**EXERCISE:** Present each line of the entries below that holds the word "Barron".

GIVEN RECORDS Start Marker

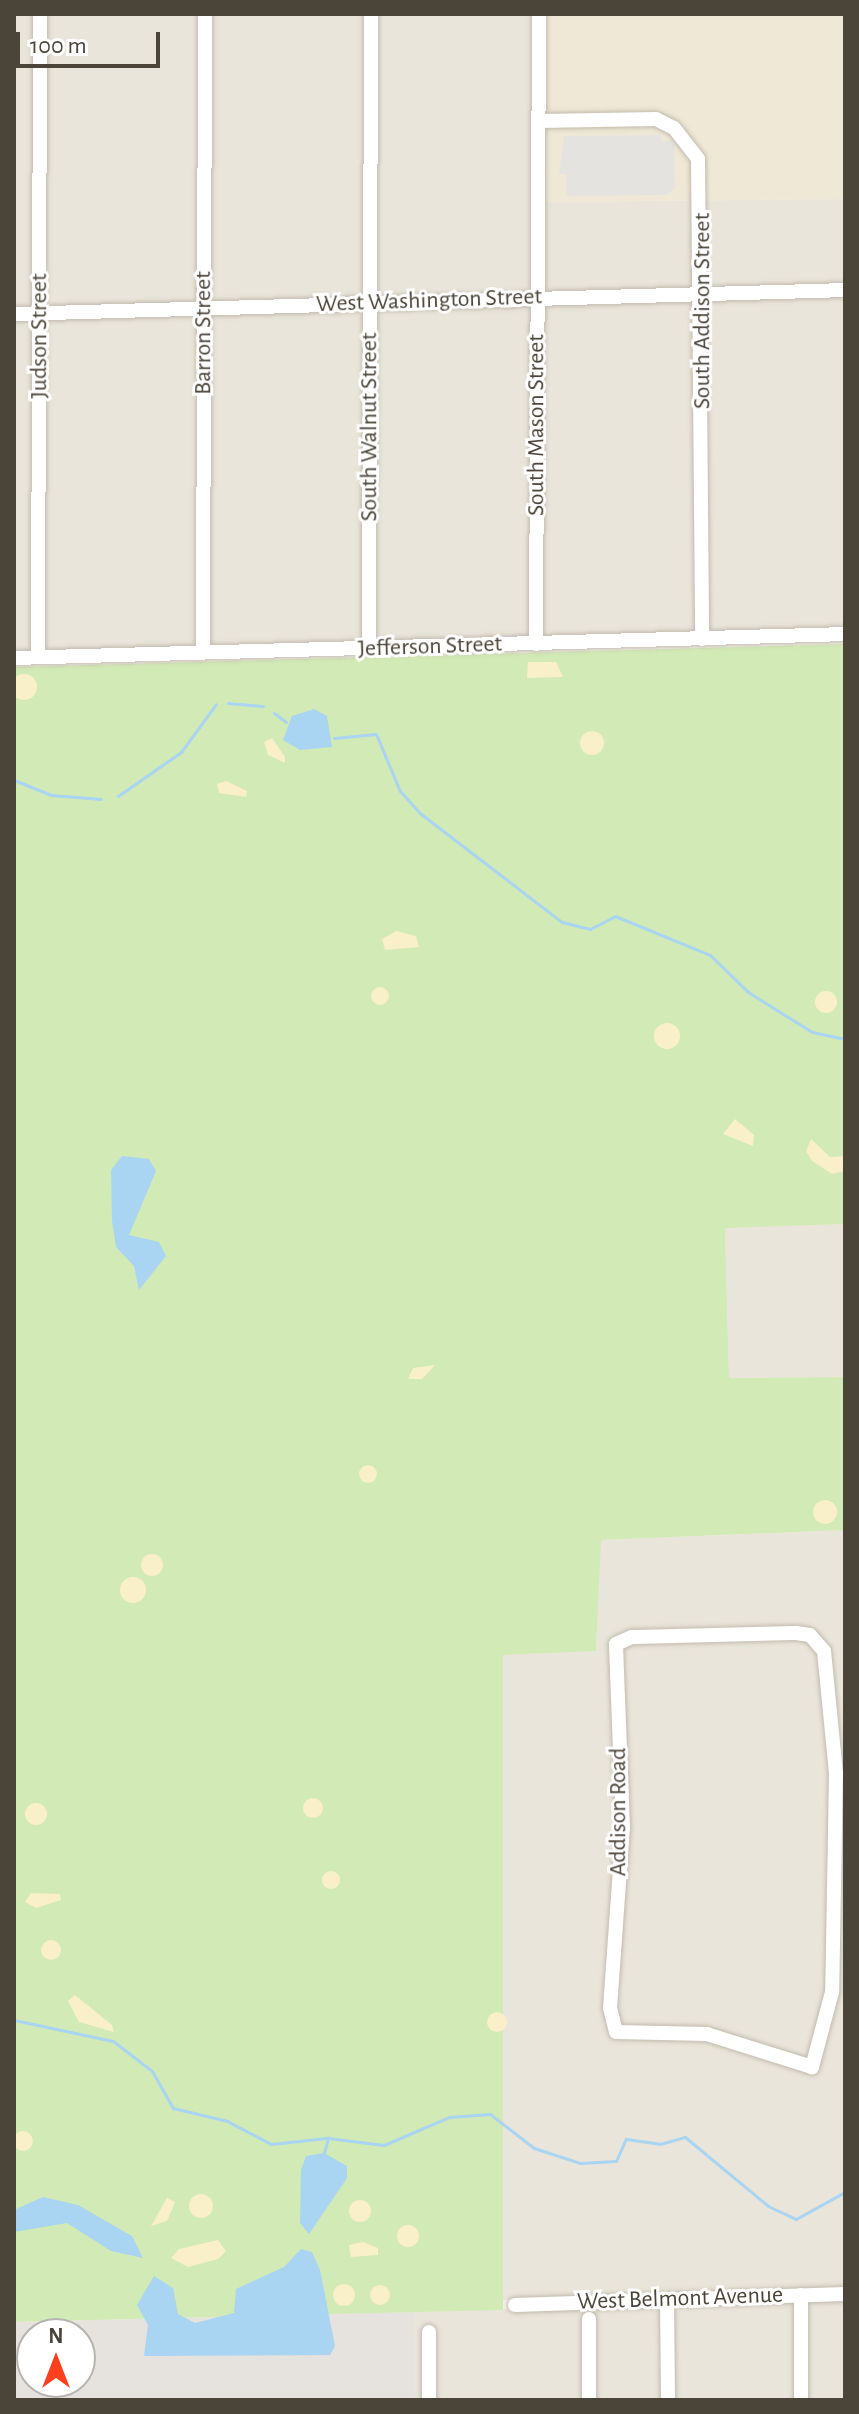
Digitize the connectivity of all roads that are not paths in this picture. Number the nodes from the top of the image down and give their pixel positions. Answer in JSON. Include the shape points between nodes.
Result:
{"nodes":[{"id":1,"x":40,"y":14,"type":"edge"},
{"id":2,"x":205,"y":14,"type":"edge"},
{"id":3,"x":371,"y":14,"type":"edge"},
{"id":4,"x":539,"y":14,"type":"edge"},
{"id":5,"x":539,"y":121,"type":"junction"},
{"id":6,"x":845,"y":290,"type":"edge"},
{"id":7,"x":703,"y":294,"type":"junction"},
{"id":8,"x":537,"y":298,"type":"junction"},
{"id":9,"x":370,"y":303,"type":"junction"},
{"id":10,"x":205,"y":308,"type":"junction"},
{"id":11,"x":40,"y":313,"type":"junction"},
{"id":12,"x":14,"y":314,"type":"edge"},
{"id":13,"x":845,"y":634,"type":"edge"},
{"id":14,"x":702,"y":639,"type":"junction"},
{"id":15,"x":536,"y":644,"type":"junction"},
{"id":16,"x":369,"y":648,"type":"junction"},
{"id":17,"x":203,"y":652,"type":"junction"},
{"id":18,"x":38,"y":657,"type":"junction"},
{"id":19,"x":14,"y":658,"type":"edge"},
{"id":20,"x":838,"y":1993,"type":"edge"},
{"id":21,"x":845,"y":2294,"type":"edge"},
{"id":22,"x":801,"y":2295,"type":"junction"},
{"id":23,"x":667,"y":2300,"type":"junction"},
{"id":24,"x":515,"y":2305,"type":"dead end"},
{"id":25,"x":589,"y":2319,"type":"dead end"},
{"id":26,"x":429,"y":2332,"type":"dead end"},
{"id":27,"x":429,"y":2400,"type":"edge"},
{"id":28,"x":589,"y":2400,"type":"edge"},
{"id":29,"x":668,"y":2400,"type":"edge"},
{"id":30,"x":801,"y":2400,"type":"edge"}],
"edges":[{"from":1,"to":11,"type":"street","name":"Judson Street"},
{"from":2,"to":10,"type":"street","name":"Barron Street"},
{"from":3,"to":9,"type":"street","name":"South Walnut Street"},
{"from":4,"to":5,"type":"street","name":"South Mason Street"},
{"from":5,"to":7,"type":"street","name":"South Addison Street","via":[[665,123],[694,151],[703,199]]},
{"from":5,"to":8,"type":"street","name":"South Mason Street"},
{"from":6,"to":7,"type":"street","name":"West Washington Street"},
{"from":7,"to":8,"type":"street","name":"West Washington Street"},
{"from":7,"to":14,"type":"street","name":"South Addison Street"},
{"from":8,"to":9,"type":"street","name":"West Washington Street"},
{"from":8,"to":15,"type":"street","name":"South Mason Street"},
{"from":9,"to":10,"type":"street","name":"West Washington Street"},
{"from":9,"to":16,"type":"street","name":"South Walnut Street"},
{"from":10,"to":11,"type":"street","name":"West Washington Street"},
{"from":10,"to":17,"type":"street","name":"Barron Street"},
{"from":11,"to":12,"type":"street","name":"West Washington Street"},
{"from":11,"to":18,"type":"street","name":"Judson Street"},
{"from":13,"to":14,"type":"street","name":"Jefferson Street"},
{"from":14,"to":15,"type":"street","name":"Jefferson Street"},
{"from":15,"to":16,"type":"street","name":"Jefferson Street"},
{"from":16,"to":17,"type":"street","name":"Jefferson Street"},
{"from":17,"to":18,"type":"street","name":"Jefferson Street"},
{"from":18,"to":19,"type":"street","name":"Jefferson Street"},
{"from":20,"to":20,"type":"street","name":"Addison Road","via":[[836,1804],[827,1661],[810,1635],[796,1633],[618,1642],[623,1828],[616,2032],[707,2034],[812,2067]]},
{"from":21,"to":22,"type":"street","name":"West Belmont Avenue"},
{"from":22,"to":23,"type":"street","name":"West Belmont Avenue"},
{"from":22,"to":30,"type":"street"},
{"from":23,"to":24,"type":"street","name":"West Belmont Avenue"},
{"from":23,"to":29,"type":"street"},
{"from":25,"to":28,"type":"street"},
{"from":26,"to":27,"type":"street"}]}
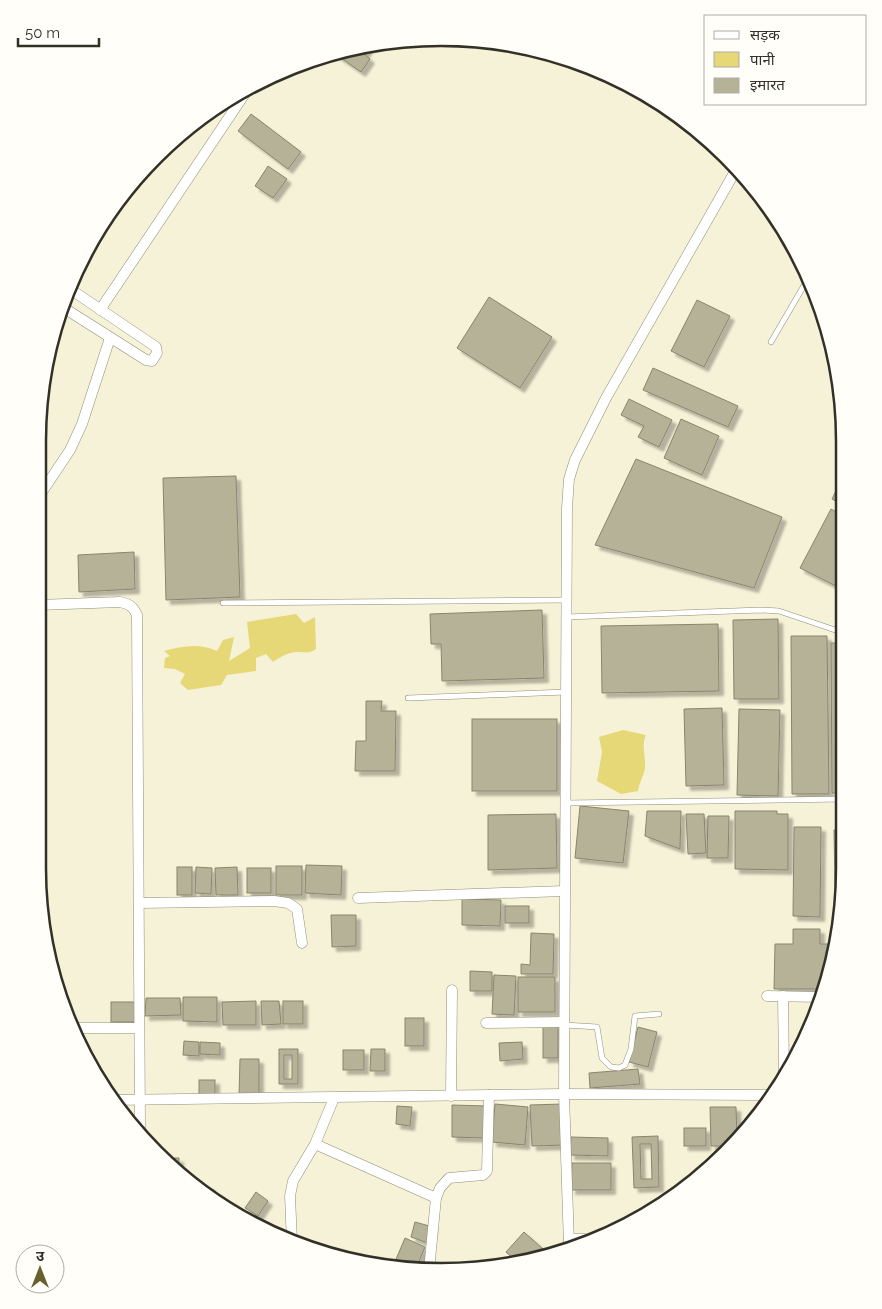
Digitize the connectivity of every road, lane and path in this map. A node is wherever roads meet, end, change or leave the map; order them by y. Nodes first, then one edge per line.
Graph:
1 (231, 107) edge
2 (733, 175) edge
3 (804, 286) edge
4 (75, 293) edge
5 (100, 310) junction
6 (68, 311) edge
7 (110, 338) junction
8 (771, 342) dead end
9 (46, 486) edge
10 (566, 600) junction
11 (224, 603) dead end
12 (46, 605) edge
13 (566, 617) junction
14 (836, 630) edge
15 (566, 692) junction
16 (408, 698) dead end
17 (836, 798) edge
18 (566, 803) junction
19 (564, 891) junction
20 (358, 898) dead end
21 (140, 903) junction
22 (302, 943) dead end
23 (452, 990) dead end
24 (767, 996) dead end
25 (783, 996) junction
26 (814, 997) edge
27 (659, 1014) dead end
28 (486, 1023) dead end
29 (564, 1024) junction
30 (80, 1028) edge
31 (138, 1028) junction
32 (784, 1063) edge
33 (564, 1094) junction
34 (763, 1095) edge
35 (451, 1096) junction
36 (489, 1096) junction
37 (334, 1098) junction
38 (122, 1100) edge
39 (139, 1100) junction
40 (140, 1123) edge
41 (315, 1144) junction
42 (436, 1198) junction
43 (292, 1234) edge
44 (569, 1242) edge
45 (430, 1263) edge

1 - 5 street
2 - 10 street
3 - 8 lane
4 - 5 street
5 - 7 street
6 - 7 street
7 - 9 street
10 - 11 lane
10 - 13 street
12 - 21 street
13 - 14 lane
13 - 15 street
15 - 16 lane
15 - 18 street
17 - 18 lane
18 - 19 street
19 - 20 street
19 - 29 street
21 - 22 street
21 - 31 street
23 - 35 street
24 - 25 street
25 - 26 street
25 - 32 street
27 - 29 lane
28 - 29 street
29 - 33 street
30 - 31 street
31 - 39 street
33 - 34 street
33 - 36 street
33 - 44 street
35 - 36 street
35 - 37 street
36 - 42 street
37 - 39 street
37 - 41 street
38 - 39 street
39 - 40 street
41 - 42 street
41 - 43 street
42 - 45 street

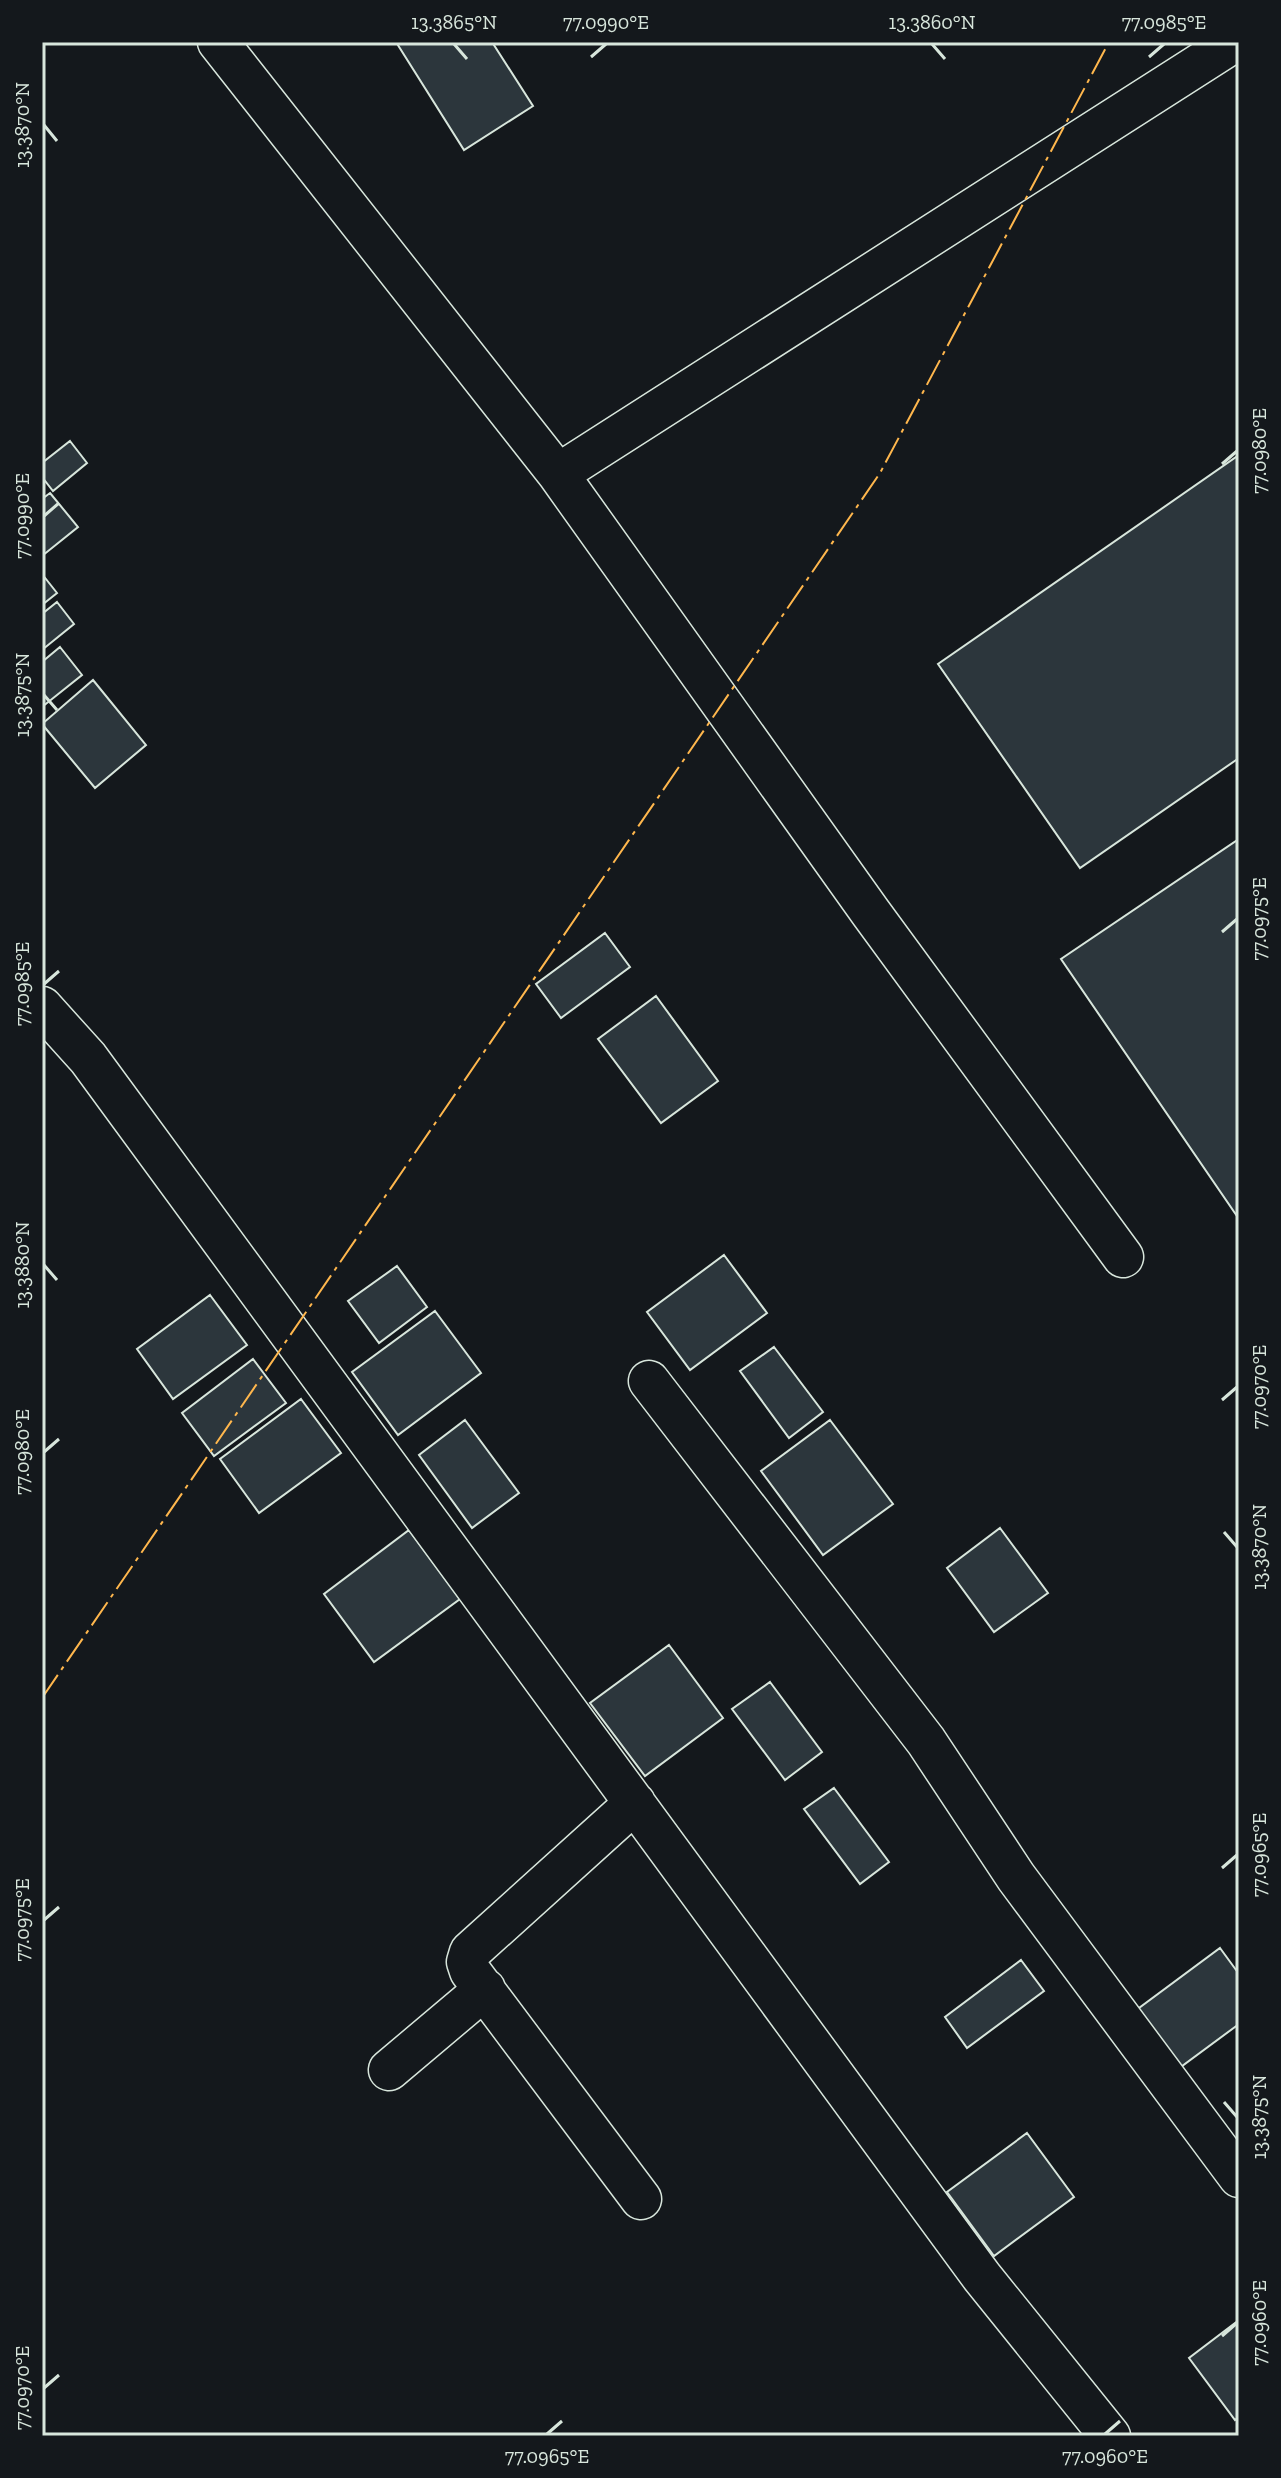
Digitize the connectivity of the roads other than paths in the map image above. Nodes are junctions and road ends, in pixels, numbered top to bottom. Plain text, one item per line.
1 (218, 42) edge
2 (1234, 42) edge
3 (558, 474) junction
4 (42, 1007) edge
5 (1123, 1257) dead end
6 (649, 1381) dead end
7 (635, 1803) junction
8 (485, 1989) junction
9 (389, 2070) dead end
10 (1239, 2177) edge
11 (641, 2199) dead end
12 (1110, 2436) edge

1 - 3 street
2 - 3 street
3 - 5 street
4 - 7 street
6 - 10 street
7 - 8 street
7 - 12 street
8 - 9 street
8 - 11 street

GIVEN RECORDS End Marker

**REPLY TO THE EXERCISE:**
{"from":2,"to":10,"type":"street","name":"Barron Street"},
{"from":10,"to":17,"type":"street","name":"Barron Street"},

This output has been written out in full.